3 February 2008
Harry Findlay is a fully paid up atheist believing that many of the worst events of the world have been brought about by religion. But he believes in people, in family, in dogs, in horses, in Gold Cup challenger Denman. And in himself. He has to, because more than once he has staked his life on it.
Not yet on Denman. But when the massive bay goes out for his final pre-Cheltenham race at Newbury next Saturday, Harry will not be afraid to wade in heavy. Harry cleared a million when Denman won last year’s Sun Alliance Chase at the Festival and he will be ready to roll again if the current price of 2-1 is still available.
“We all know the score,” he says, in that hustling trader’s voice that rushes from sentence to sentence trying to catch the ideas and numbers pouring in from the brain above. “Kauto Star is the speed horse, Denman the crusher. We will need to pressurise the pace but provided the ground is not too fast I think this horse is a monster. I feel sorry for Ruby – [Walsh, the stable jockey who has to choose between the two horses but is likely to stick to last year’s Gold Cup winner] – because I think he believes it too.”
At first sight on Friday, Harry was something of a genial monster himself. A huge, bespectacled Roman Emperor of a man clad only in wraparound white bath towel as he welcomed us into the multi-screen war-room from which he conducts his betting on racing and on anything else that moves. It is at the end of his gorgeous Cotswold stone house near Bath with the timeless beauty of the Avon valley beckoning beyond the garden. The biggest of the five flat screens on the wall is showing Tiger Woods putting in Dubai. That’s appropriate. The house, an earlier one-up near Sheffield, was bet on him once.
It was at the 2000 Open at St Andrews which Woods ran away with by seven shots. If Harry fancied Tiger beforehand he was absolutely convinced halfway through the first round. “Tiger made par-saving putts of over 10 feet at each of the first eight holes,” he says. “Then Garcia and Els could only do level par round the loop and the bookies still had Tiger at 6-4. I won £370,000, bought the house, got into Betfair and everything took off. Anyone who doesn’t think that Tiger is the greatest sportsman of all time doesn’t know anything about sport.”
If you think you come to Harry just to chat about Cheltenham, you would be grievously unprepared. Besides portraits of Denman, the only other racing hero on the wall is Lester Piggott. The others are Roger Federer, Rafael Nadal, Steve McQueen, Ronaldinho and Diego Maradona – “the greatest footballer ever, ever. When he was 35 he carried Argentina to the World Cup final and he was on ‘gear’.”
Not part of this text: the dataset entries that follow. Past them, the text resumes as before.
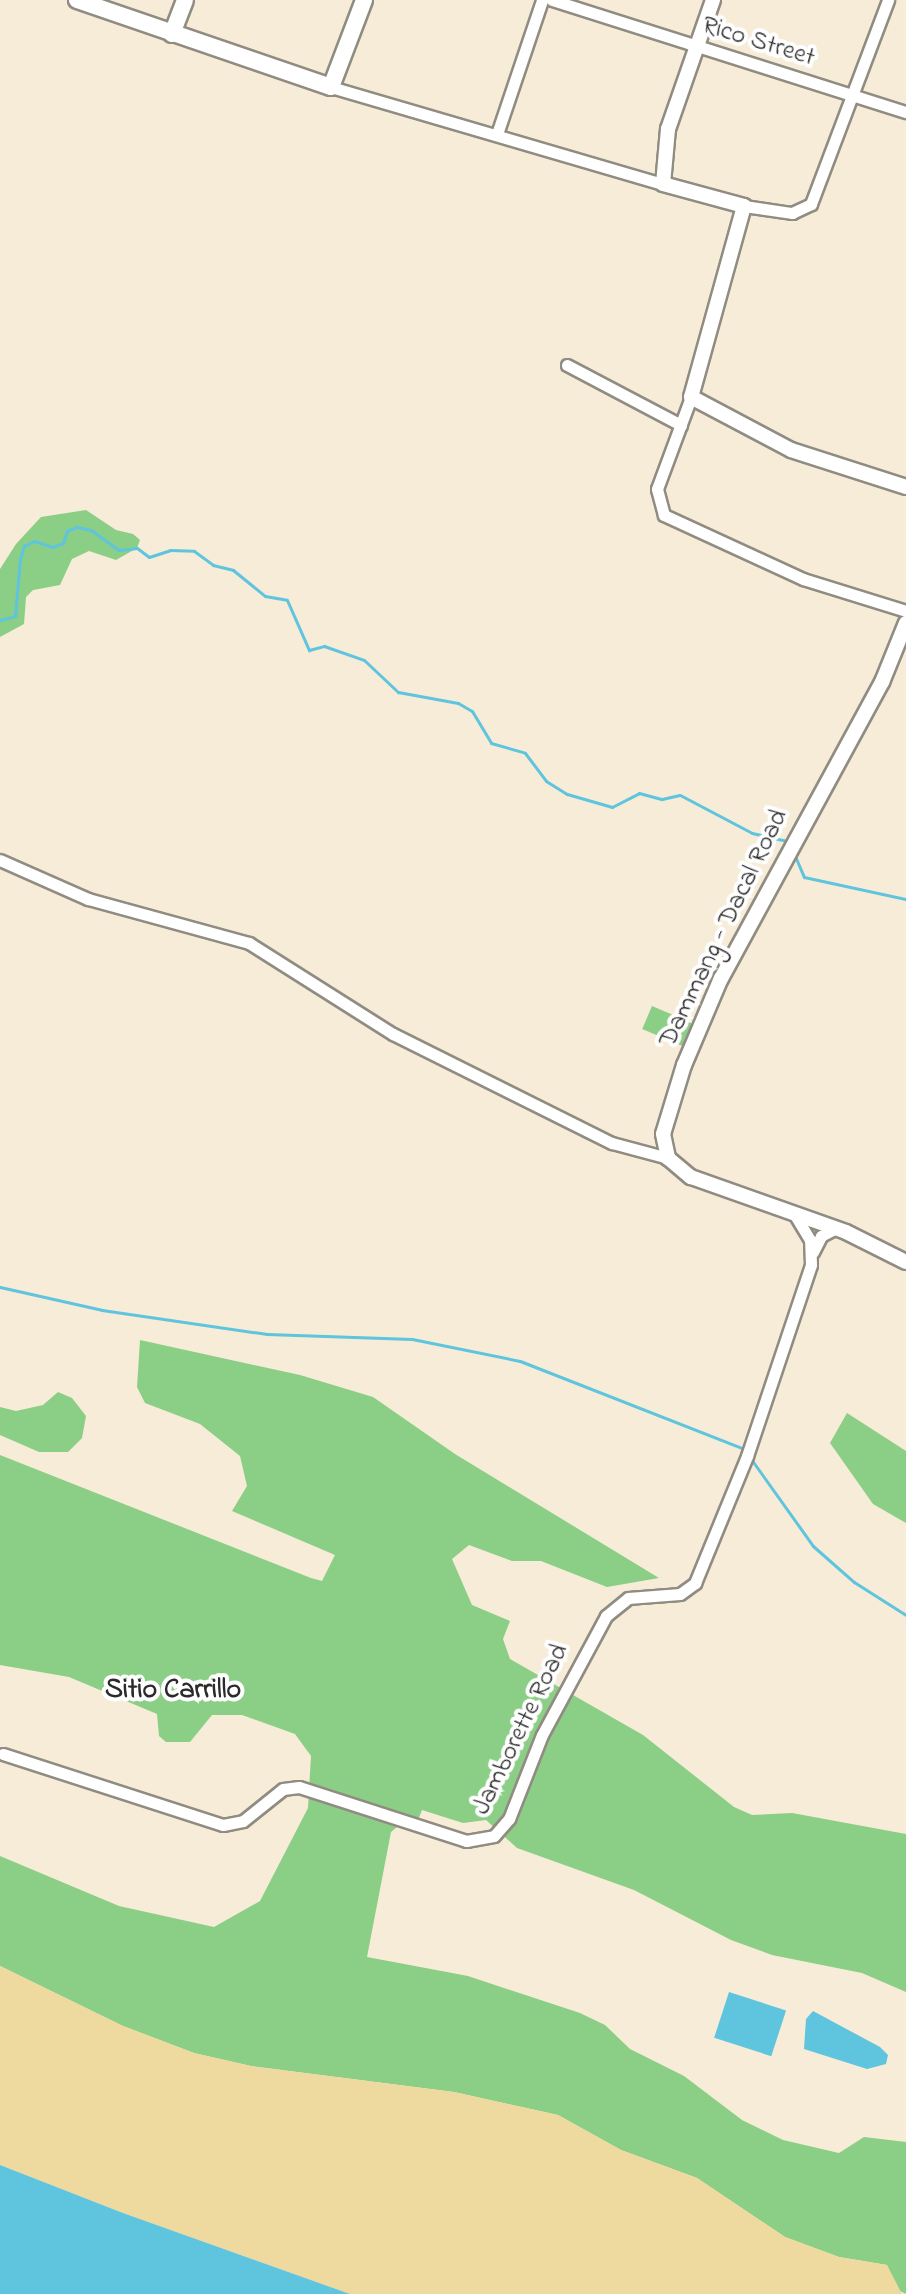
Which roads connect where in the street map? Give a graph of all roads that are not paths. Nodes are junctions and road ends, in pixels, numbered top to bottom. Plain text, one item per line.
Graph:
1 (77, 0) edge
2 (185, 0) edge
3 (364, 0) edge
4 (542, 0) edge
5 (552, 0) edge
6 (713, 0) edge
7 (888, 0) edge
8 (172, 34) junction
9 (696, 47) junction
10 (331, 87) junction
11 (854, 96) junction
12 (906, 112) edge
13 (497, 134) junction
14 (663, 184) junction
15 (744, 206) junction
16 (567, 365) dead end
17 (691, 397) junction
18 (681, 425) junction
19 (906, 487) edge
20 (906, 611) edge
21 (906, 623) edge
22 (0, 860) edge
23 (668, 1158) junction
24 (795, 1215) junction
25 (836, 1228) junction
26 (812, 1252) junction
27 (906, 1262) edge
28 (3, 1754) dead end

1 - 8 main road
2 - 8 main road
3 - 10 main road
4 - 13 street
5 - 9 street, Rico Street
6 - 9 street
7 - 11 street
8 - 10 main road
9 - 11 street, Rico Street
9 - 14 street
10 - 13 street
11 - 12 street, Rico Street
11 - 15 street
13 - 14 street
14 - 15 street
15 - 17 street
16 - 18 street
17 - 18 street
17 - 19 street
18 - 20 street
21 - 23 street, Dammang - Dacal Road
22 - 23 street
23 - 24 street
24 - 25 street
24 - 26 street
25 - 26 street
25 - 27 street
26 - 28 street, Jamborette Road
When Harry is in full flow, especially about his passion, greyhounds – “I have offered my services free of charge to greyhound racing, but no one will listen, these are the finest animals in the world and the sport has betrayed them” – he goes at such a rate that you fear he might have picked something from Maradona’s pocket. “Gamblers have to be brave,” he says. “All this talk about never backing ‘odds on’ is cobblers. If you are winning you have got to be prepared to back yourself.”
On the page it just looks like bombast, but in the flesh, with Harry sitting in his chair, watching the screen, answering the assorted phones and playing the Betfair odds on the computer screen in front of you, it is a lot more solid than that. The nurse’s son from High Wycombe may have left grammar school at 16 and even done a spell in Brixton for credit card fraud, but today he is an instant calculating machine with the courage and the resources to both back big at short prices and be prepared to lose. He lost over £2.5 million on New Zealand’s defeat in the Rugby World Cup but has got 40 per cent back already.
He had not backed a horse for five years until the arrival of Betfair – “no one is allowed to win at the bookies”, he says. And he had no intention of owning a horse until he met the hawk in old farmer’s clothing that is Paul Barber with whom he – or rather his mother, Mary – shares Denman and other Findlay runners. He still thinks that greyhound trainers Charlie Lister and Don Cuddy are the most tuned-in animal people he has ever dealt with but believes that National Hunt folk have the best lives of all.
Except for him that is. “All I ever wanted to do was to survive and watch live sport,” he says. “Everything else is a bonus. Racing is a tremendous game with terrific people. I have a wonderful house with a wonderful wife and two beautiful daughters and a horse that will win the Gold Cup. I must be the luckiest man alive. The bad times have made the good times even better.”